WHAT TO PRODUCE = Take the whole listing and reproduce it exactly, pictures excepted.

RECORDS TO USE =
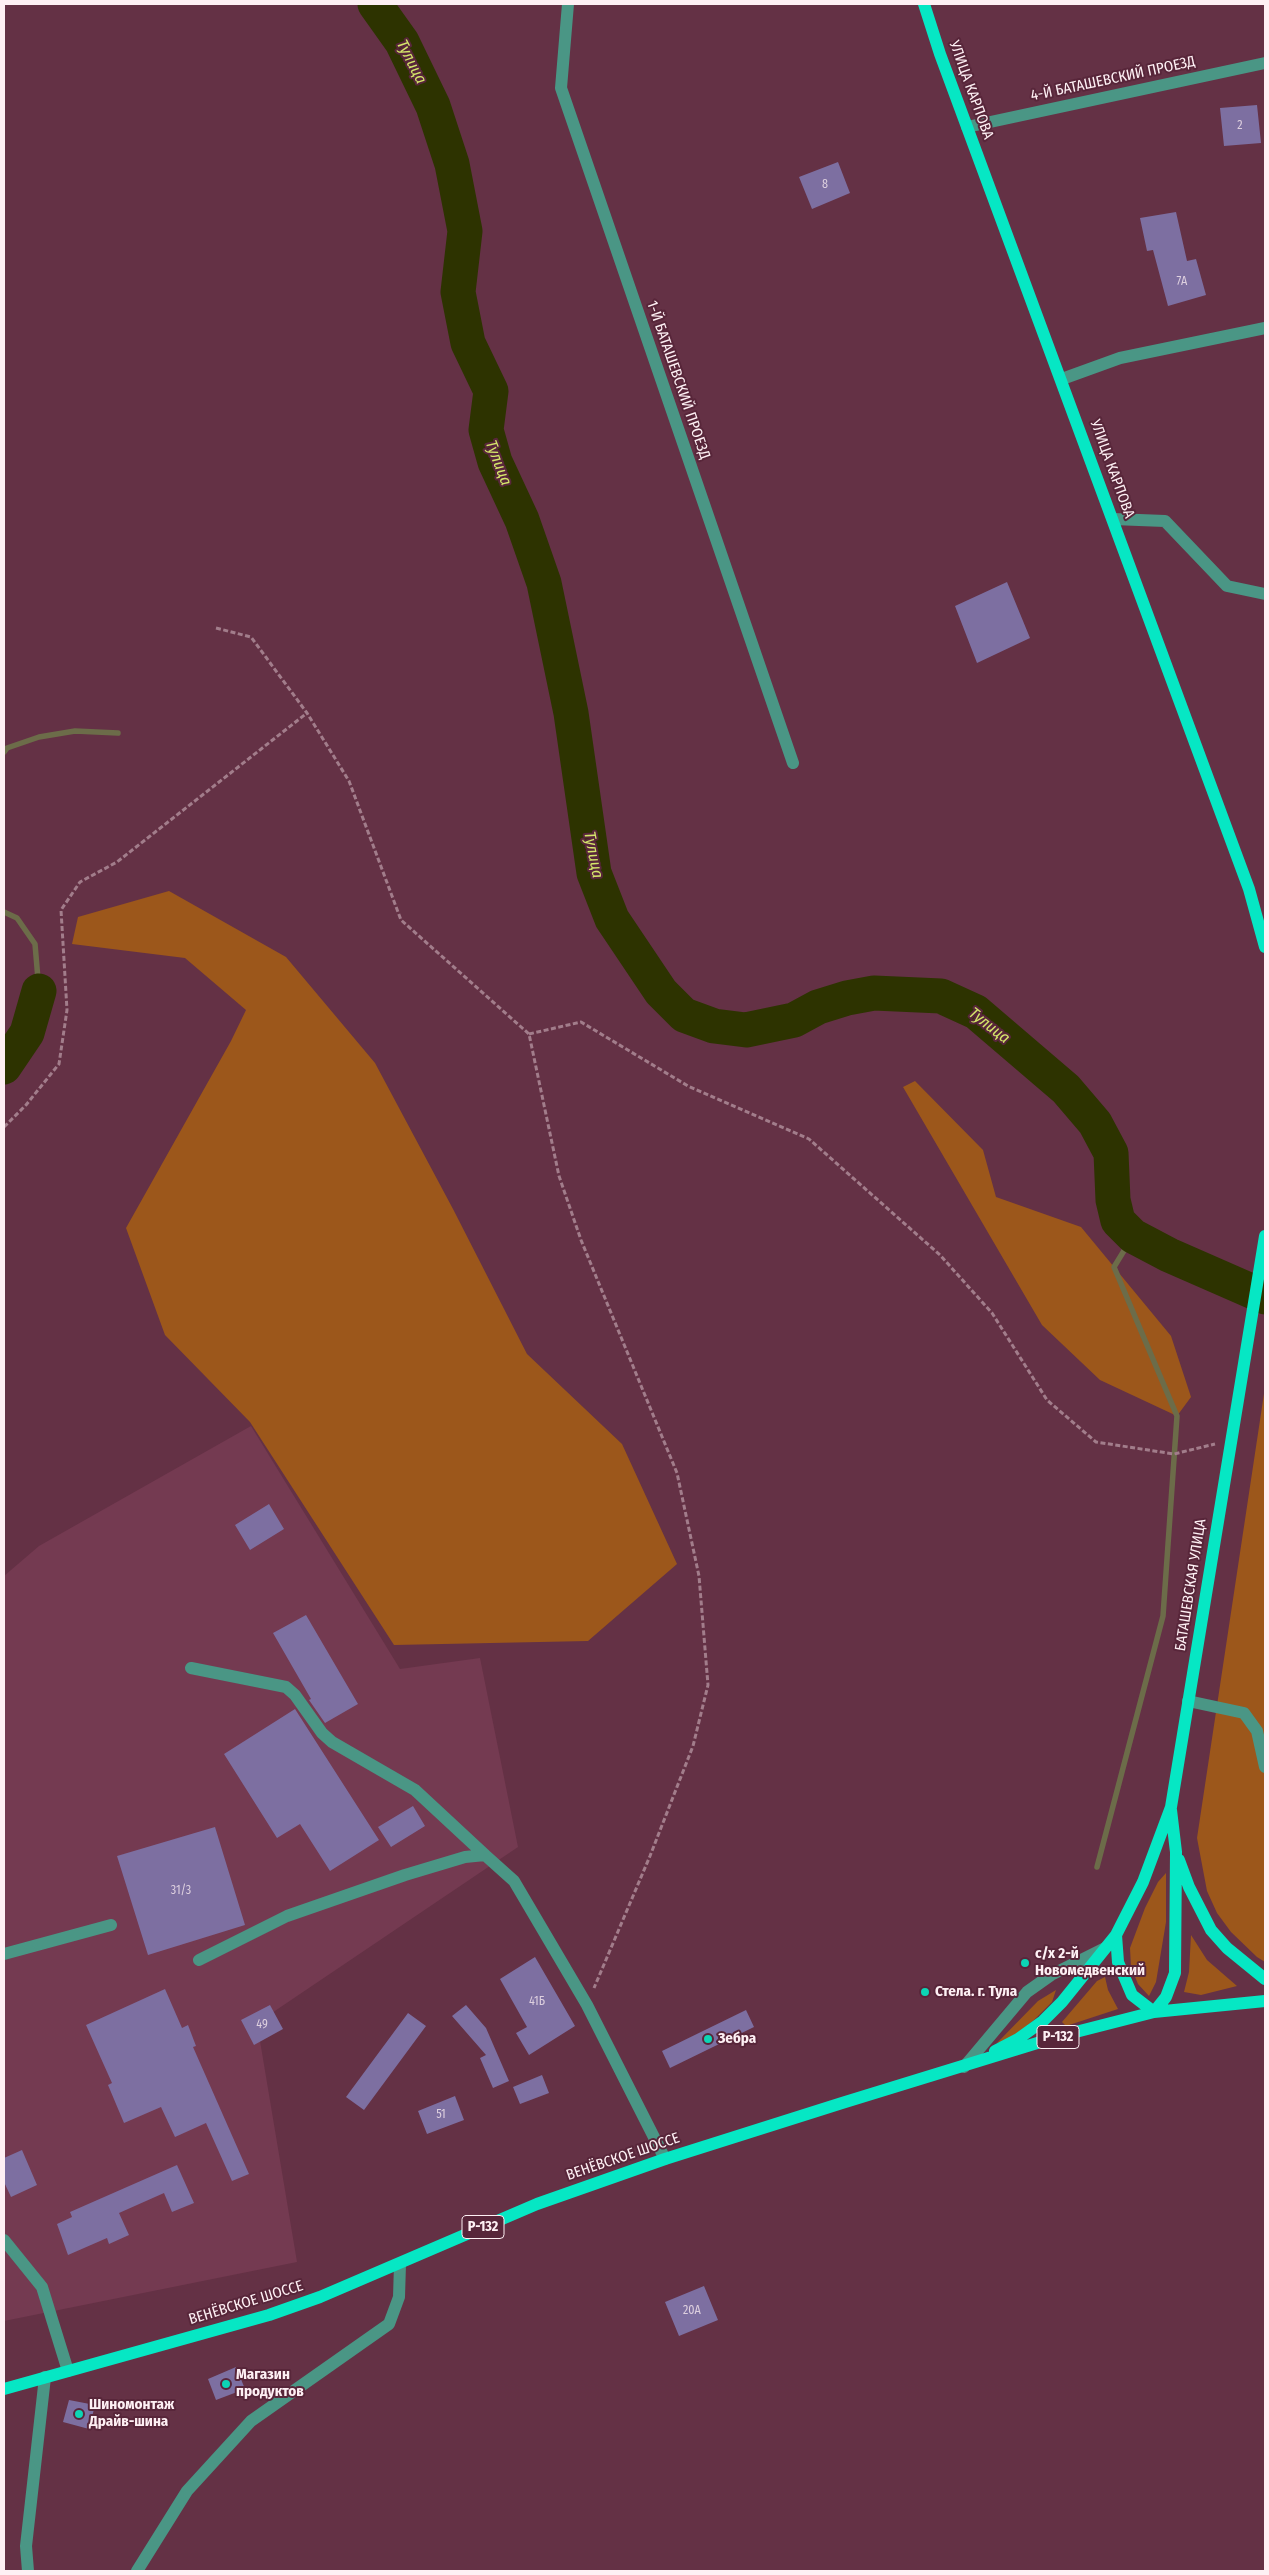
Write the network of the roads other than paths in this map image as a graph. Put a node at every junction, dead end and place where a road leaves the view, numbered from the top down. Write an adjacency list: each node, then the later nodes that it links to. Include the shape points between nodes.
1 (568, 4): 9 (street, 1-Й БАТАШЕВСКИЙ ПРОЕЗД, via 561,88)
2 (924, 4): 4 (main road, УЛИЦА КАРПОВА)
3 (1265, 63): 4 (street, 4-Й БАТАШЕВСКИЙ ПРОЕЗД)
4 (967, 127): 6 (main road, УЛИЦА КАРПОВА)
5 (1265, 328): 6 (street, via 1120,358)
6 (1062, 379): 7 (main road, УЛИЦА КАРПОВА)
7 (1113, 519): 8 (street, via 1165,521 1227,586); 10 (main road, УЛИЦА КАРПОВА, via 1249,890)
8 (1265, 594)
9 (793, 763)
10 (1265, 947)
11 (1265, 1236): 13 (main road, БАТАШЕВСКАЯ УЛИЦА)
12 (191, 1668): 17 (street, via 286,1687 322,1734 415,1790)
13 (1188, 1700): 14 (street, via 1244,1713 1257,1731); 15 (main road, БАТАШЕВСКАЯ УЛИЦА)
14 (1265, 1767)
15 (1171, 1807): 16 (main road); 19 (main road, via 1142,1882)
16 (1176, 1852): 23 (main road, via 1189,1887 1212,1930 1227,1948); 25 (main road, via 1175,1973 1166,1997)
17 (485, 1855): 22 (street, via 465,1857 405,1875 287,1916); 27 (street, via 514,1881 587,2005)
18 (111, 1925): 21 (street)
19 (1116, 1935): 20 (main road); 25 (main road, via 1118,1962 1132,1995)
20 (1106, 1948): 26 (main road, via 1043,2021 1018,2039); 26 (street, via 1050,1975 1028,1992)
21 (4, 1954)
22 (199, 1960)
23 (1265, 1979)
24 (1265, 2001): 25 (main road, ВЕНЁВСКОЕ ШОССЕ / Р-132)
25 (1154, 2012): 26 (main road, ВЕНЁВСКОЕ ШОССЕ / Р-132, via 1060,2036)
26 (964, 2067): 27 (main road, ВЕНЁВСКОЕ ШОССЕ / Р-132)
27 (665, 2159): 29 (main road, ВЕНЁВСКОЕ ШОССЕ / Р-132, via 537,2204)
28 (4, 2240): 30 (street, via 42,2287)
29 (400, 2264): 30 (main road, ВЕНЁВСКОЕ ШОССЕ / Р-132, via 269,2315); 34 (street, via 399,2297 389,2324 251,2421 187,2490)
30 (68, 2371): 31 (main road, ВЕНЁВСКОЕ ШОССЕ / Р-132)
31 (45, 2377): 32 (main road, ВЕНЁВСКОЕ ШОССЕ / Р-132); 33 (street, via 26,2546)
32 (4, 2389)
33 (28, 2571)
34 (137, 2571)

TASK RESULT =
Write the network of the roads other than paths in this map image as a graph. Put a node at every junction, dead end and place where a road leaves the view, numbered from the top down. Write an adjacency list: each node, then the later nodes that it links to. Include the shape points between nodes.
1 (568, 4): 9 (street, 1-Й БАТАШЕВСКИЙ ПРОЕЗД, via 561,88)
2 (924, 4): 4 (main road, УЛИЦА КАРПОВА)
3 (1265, 63): 4 (street, 4-Й БАТАШЕВСКИЙ ПРОЕЗД)
4 (967, 127): 6 (main road, УЛИЦА КАРПОВА)
5 (1265, 328): 6 (street, via 1120,358)
6 (1062, 379): 7 (main road, УЛИЦА КАРПОВА)
7 (1113, 519): 8 (street, via 1165,521 1227,586); 10 (main road, УЛИЦА КАРПОВА, via 1249,890)
8 (1265, 594)
9 (793, 763)
10 (1265, 947)
11 (1265, 1236): 13 (main road, БАТАШЕВСКАЯ УЛИЦА)
12 (191, 1668): 17 (street, via 286,1687 322,1734 415,1790)
13 (1188, 1700): 14 (street, via 1244,1713 1257,1731); 15 (main road, БАТАШЕВСКАЯ УЛИЦА)
14 (1265, 1767)
15 (1171, 1807): 16 (main road); 19 (main road, via 1142,1882)
16 (1176, 1852): 23 (main road, via 1189,1887 1212,1930 1227,1948); 25 (main road, via 1175,1973 1166,1997)
17 (485, 1855): 22 (street, via 465,1857 405,1875 287,1916); 27 (street, via 514,1881 587,2005)
18 (111, 1925): 21 (street)
19 (1116, 1935): 20 (main road); 25 (main road, via 1118,1962 1132,1995)
20 (1106, 1948): 26 (main road, via 1043,2021 1018,2039); 26 (street, via 1050,1975 1028,1992)
21 (4, 1954)
22 (199, 1960)
23 (1265, 1979)
24 (1265, 2001): 25 (main road, ВЕНЁВСКОЕ ШОССЕ / Р-132)
25 (1154, 2012): 26 (main road, ВЕНЁВСКОЕ ШОССЕ / Р-132, via 1060,2036)
26 (964, 2067): 27 (main road, ВЕНЁВСКОЕ ШОССЕ / Р-132)
27 (665, 2159): 29 (main road, ВЕНЁВСКОЕ ШОССЕ / Р-132, via 537,2204)
28 (4, 2240): 30 (street, via 42,2287)
29 (400, 2264): 30 (main road, ВЕНЁВСКОЕ ШОССЕ / Р-132, via 269,2315); 34 (street, via 399,2297 389,2324 251,2421 187,2490)
30 (68, 2371): 31 (main road, ВЕНЁВСКОЕ ШОССЕ / Р-132)
31 (45, 2377): 32 (main road, ВЕНЁВСКОЕ ШОССЕ / Р-132); 33 (street, via 26,2546)
32 (4, 2389)
33 (28, 2571)
34 (137, 2571)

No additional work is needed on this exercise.